EXERCISE PROMPT:
Please write out exactly the lines that begin at the line containing "Build a routing" and run to the end of the records.

SUPPLIED DATA:
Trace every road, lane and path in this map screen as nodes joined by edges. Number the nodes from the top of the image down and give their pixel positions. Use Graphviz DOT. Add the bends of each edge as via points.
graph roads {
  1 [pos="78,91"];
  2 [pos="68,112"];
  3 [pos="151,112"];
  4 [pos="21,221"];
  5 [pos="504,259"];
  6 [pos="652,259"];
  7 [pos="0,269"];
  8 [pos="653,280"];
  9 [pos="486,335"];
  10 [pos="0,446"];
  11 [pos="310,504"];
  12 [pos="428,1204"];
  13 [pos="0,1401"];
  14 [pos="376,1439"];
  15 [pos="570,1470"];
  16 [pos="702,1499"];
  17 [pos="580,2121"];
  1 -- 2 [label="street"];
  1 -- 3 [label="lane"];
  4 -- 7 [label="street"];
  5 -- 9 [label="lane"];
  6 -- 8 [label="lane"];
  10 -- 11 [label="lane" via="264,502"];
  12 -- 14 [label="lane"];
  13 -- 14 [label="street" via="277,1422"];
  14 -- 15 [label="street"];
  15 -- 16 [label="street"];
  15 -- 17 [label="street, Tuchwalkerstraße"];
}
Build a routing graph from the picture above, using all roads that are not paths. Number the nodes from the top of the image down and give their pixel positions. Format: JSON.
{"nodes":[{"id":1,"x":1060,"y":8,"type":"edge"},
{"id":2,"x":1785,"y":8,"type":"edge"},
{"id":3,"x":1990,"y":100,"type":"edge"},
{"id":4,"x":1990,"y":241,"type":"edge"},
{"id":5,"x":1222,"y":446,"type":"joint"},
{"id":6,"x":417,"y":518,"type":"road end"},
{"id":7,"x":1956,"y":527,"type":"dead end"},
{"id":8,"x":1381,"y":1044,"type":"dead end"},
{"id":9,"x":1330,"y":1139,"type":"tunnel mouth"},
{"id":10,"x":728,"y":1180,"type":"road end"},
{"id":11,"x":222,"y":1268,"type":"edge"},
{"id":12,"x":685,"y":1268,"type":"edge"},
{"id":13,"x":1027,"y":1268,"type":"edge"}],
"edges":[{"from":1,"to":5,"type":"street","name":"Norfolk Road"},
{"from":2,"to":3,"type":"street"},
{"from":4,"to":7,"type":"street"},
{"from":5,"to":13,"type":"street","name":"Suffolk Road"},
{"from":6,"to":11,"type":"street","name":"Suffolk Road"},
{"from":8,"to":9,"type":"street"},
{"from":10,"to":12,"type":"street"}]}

WRITTEN ANSWER:
Build a routing graph from the picture above, using all roads that are not paths. Number the nodes from the top of the image down and give their pixel positions. Format: JSON.
{"nodes":[{"id":1,"x":1060,"y":8,"type":"edge"},
{"id":2,"x":1785,"y":8,"type":"edge"},
{"id":3,"x":1990,"y":100,"type":"edge"},
{"id":4,"x":1990,"y":241,"type":"edge"},
{"id":5,"x":1222,"y":446,"type":"joint"},
{"id":6,"x":417,"y":518,"type":"road end"},
{"id":7,"x":1956,"y":527,"type":"dead end"},
{"id":8,"x":1381,"y":1044,"type":"dead end"},
{"id":9,"x":1330,"y":1139,"type":"tunnel mouth"},
{"id":10,"x":728,"y":1180,"type":"road end"},
{"id":11,"x":222,"y":1268,"type":"edge"},
{"id":12,"x":685,"y":1268,"type":"edge"},
{"id":13,"x":1027,"y":1268,"type":"edge"}],
"edges":[{"from":1,"to":5,"type":"street","name":"Norfolk Road"},
{"from":2,"to":3,"type":"street"},
{"from":4,"to":7,"type":"street"},
{"from":5,"to":13,"type":"street","name":"Suffolk Road"},
{"from":6,"to":11,"type":"street","name":"Suffolk Road"},
{"from":8,"to":9,"type":"street"},
{"from":10,"to":12,"type":"street"}]}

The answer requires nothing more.